At the start of the 20th century, mail coaches disappeared rapidly. Roelof Abraham (Dolf) Zeederberg carried on operating the company, and was still running coaches through the northern and eastern Transvaal after the establishment of the Union of South Africa in 1910. The last mail coaches in the old Transvaal operated in 1916 from Pietersburg over Haenertsburg to the Lowveld. As late as 1925 the South and East African Year Book and Guide stated: Although motors have been rapidly superseding animal traction during the past few years, in some parts of Rhodesia and the Transvaal passengers still travel by coach. Fares were at the rate of 9d to 2s a mile. The last coach rolled from Graskop to Pilgrim’s Rest and this romantic era in our history was concluded. In about 1930 the Zeederberg family closed the coach business in favour of car hire. During the 1930s the Zeederbergs were running tourist safaris by car from Johannesburg, until the outbreak of World War 2 put a temporary end to travel for pleasure.
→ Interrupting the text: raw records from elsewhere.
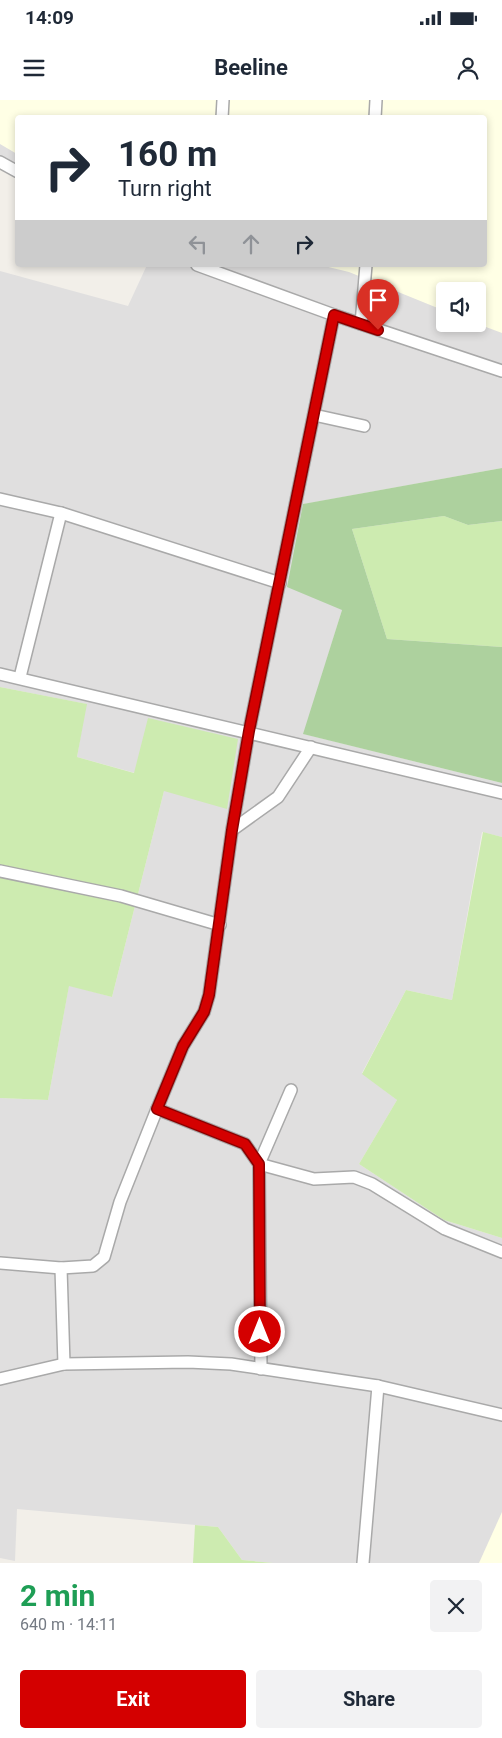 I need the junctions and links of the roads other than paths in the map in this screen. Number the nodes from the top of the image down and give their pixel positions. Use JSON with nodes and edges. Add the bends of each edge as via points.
{"nodes":[{"id":1,"x":224,"y":100,"type":"edge"},
{"id":2,"x":376,"y":100,"type":"edge"},
{"id":3,"x":222,"y":115,"type":"edge"},
{"id":4,"x":375,"y":115,"type":"edge"},
{"id":5,"x":0,"y":162,"type":"edge"},
{"id":6,"x":15,"y":170,"type":"edge"},
{"id":7,"x":202,"y":267,"type":"edge"},
{"id":8,"x":366,"y":267,"type":"edge"},
{"id":9,"x":334,"y":315,"type":"junction"},
{"id":10,"x":361,"y":324,"type":"junction"},
{"id":11,"x":502,"y":371,"type":"edge"},
{"id":12,"x":314,"y":415,"type":"junction"},
{"id":13,"x":364,"y":426,"type":"dead end"},
{"id":14,"x":0,"y":499,"type":"edge"},
{"id":15,"x":61,"y":514,"type":"junction"},
{"id":16,"x":280,"y":583,"type":"junction"},
{"id":17,"x":0,"y":674,"type":"edge"},
{"id":18,"x":20,"y":678,"type":"junction"},
{"id":19,"x":249,"y":731,"type":"junction"},
{"id":20,"x":311,"y":747,"type":"junction"},
{"id":21,"x":502,"y":793,"type":"edge"},
{"id":22,"x":232,"y":830,"type":"junction"},
{"id":23,"x":0,"y":871,"type":"edge"},
{"id":24,"x":220,"y":925,"type":"junction"},
{"id":25,"x":291,"y":1090,"type":"dead end"},
{"id":26,"x":157,"y":1109,"type":"junction"},
{"id":27,"x":259,"y":1164,"type":"junction"},
{"id":28,"x":502,"y":1252,"type":"edge"},
{"id":29,"x":0,"y":1263,"type":"edge"},
{"id":30,"x":61,"y":1268,"type":"junction"},
{"id":31,"x":64,"y":1364,"type":"junction"},
{"id":32,"x":260,"y":1369,"type":"junction"},
{"id":33,"x":0,"y":1379,"type":"edge"},
{"id":34,"x":378,"y":1386,"type":"junction"},
{"id":35,"x":502,"y":1415,"type":"edge"},
{"id":36,"x":363,"y":1563,"type":"edge"}],
"edges":[{"from":1,"to":3,"type":"street"},
{"from":2,"to":4,"type":"street"},
{"from":5,"to":6,"type":"street"},
{"from":7,"to":9,"type":"street"},
{"from":8,"to":10,"type":"street"},
{"from":9,"to":10,"type":"street"},
{"from":9,"to":12,"type":"street"},
{"from":10,"to":11,"type":"street"},
{"from":12,"to":13,"type":"street"},
{"from":12,"to":16,"type":"street"},
{"from":14,"to":15,"type":"street"},
{"from":15,"to":16,"type":"street"},
{"from":15,"to":18,"type":"street"},
{"from":16,"to":19,"type":"street"},
{"from":17,"to":18,"type":"street"},
{"from":18,"to":19,"type":"street"},
{"from":19,"to":20,"type":"street"},
{"from":19,"to":22,"type":"street"},
{"from":20,"to":21,"type":"street"},
{"from":20,"to":22,"type":"street","via":[[278,797]]},
{"from":22,"to":24,"type":"street"},
{"from":23,"to":24,"type":"street","via":[[121,896]]},
{"from":24,"to":26,"type":"street","via":[[204,1012],[183,1046]]},
{"from":25,"to":27,"type":"street"},
{"from":26,"to":27,"type":"street","via":[[245,1144]]},
{"from":26,"to":30,"type":"street","via":[[120,1202],[104,1257],[93,1266]]},
{"from":27,"to":28,"type":"street","via":[[314,1178],[354,1177],[372,1184],[445,1229]]},
{"from":27,"to":32,"type":"street"},
{"from":29,"to":30,"type":"street"},
{"from":30,"to":31,"type":"street"},
{"from":31,"to":32,"type":"street","via":[[188,1362]]},
{"from":31,"to":33,"type":"street"},
{"from":32,"to":34,"type":"street"},
{"from":34,"to":35,"type":"street"},
{"from":34,"to":36,"type":"street"}]} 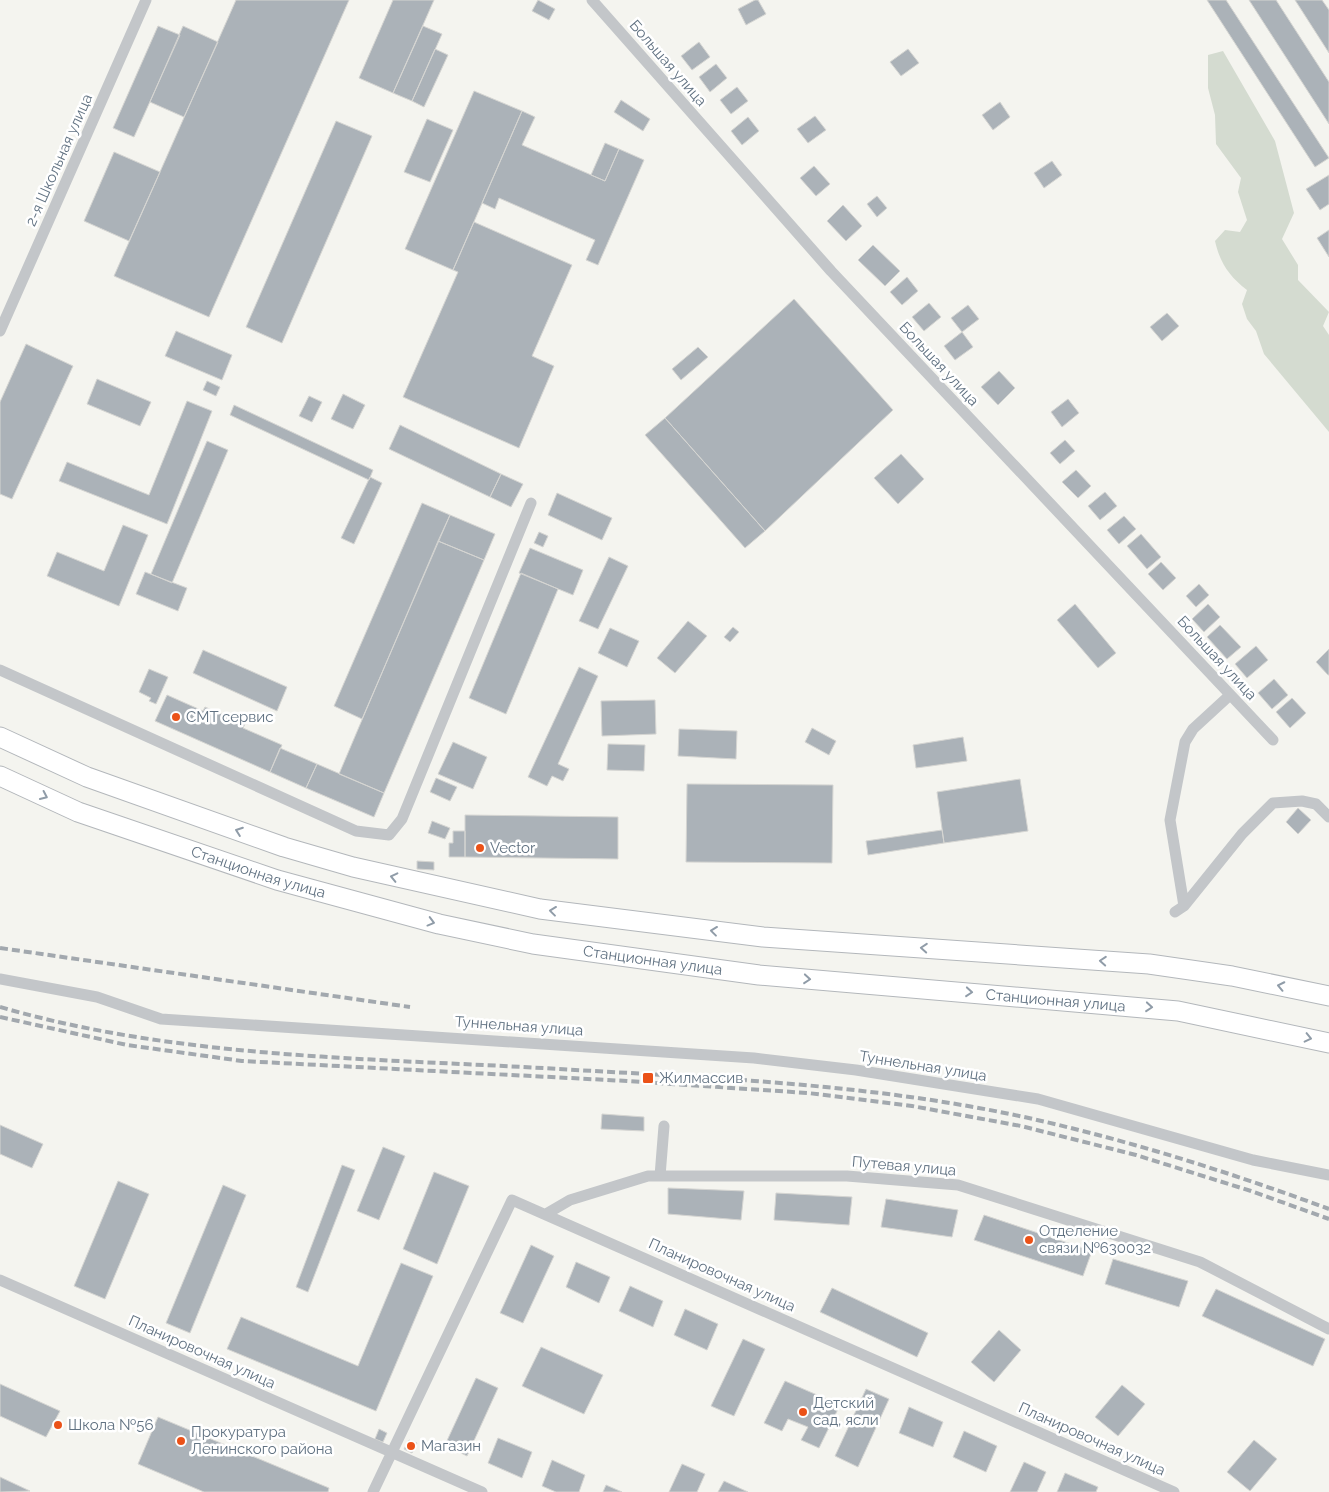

At the height of its operations Zeederbergs were using coaches made by the American firm of Abbot-Downing, which had space for 12 passengers inside and 6 more clinging to the roof straps.[4] Two original Zeederberg coaches are known to survive. One from 1888 was sent in 1964 to the National Museum at Bulawayo (Zimbabwe) for repair and exhibition, and was still there in 1974. One from 1895 (the only original one left in South Africa) was moved in 1995 from the Africana Museum to a new home at MuseuM AfricA in Newtown, Johannesburg.

THE GHOST COACH (From VeldExpress, HarryZeederberg,1971) Do you glimpse it through the gum trees That grey and ghostly sight? Do you hear the horses hoof beats This still and silent night? Down the track it goes a’gliding No dust upon the air, I can see the outline clearly – A coach and driver there. Can you come with me a minute? There in the moonlight beam I am certain ’tis the spectre Of a game and gallant team. They are straining in their traces, The muscles taught and true. You can see their eyes agleaming – The Mail – it must go through. But coaches, they ceased running These many years ago. It must be ghostly greatness There in that brilliant glow. Let us listen for the laughter Of the daring driver’s call To each horse and mule he knows well – Encouraging them all. Could it be that such a service Will never really die? And again we’ll hear it echo With the Gamma’s age-old cry? Will they ride the road forever, In a faint and weary way? Will they stir the hearts of heroes As they did of yesterday? When machines make mighty progress O’er roads no longer rough There’ll be that elfin echo Of the coach so tried and tough.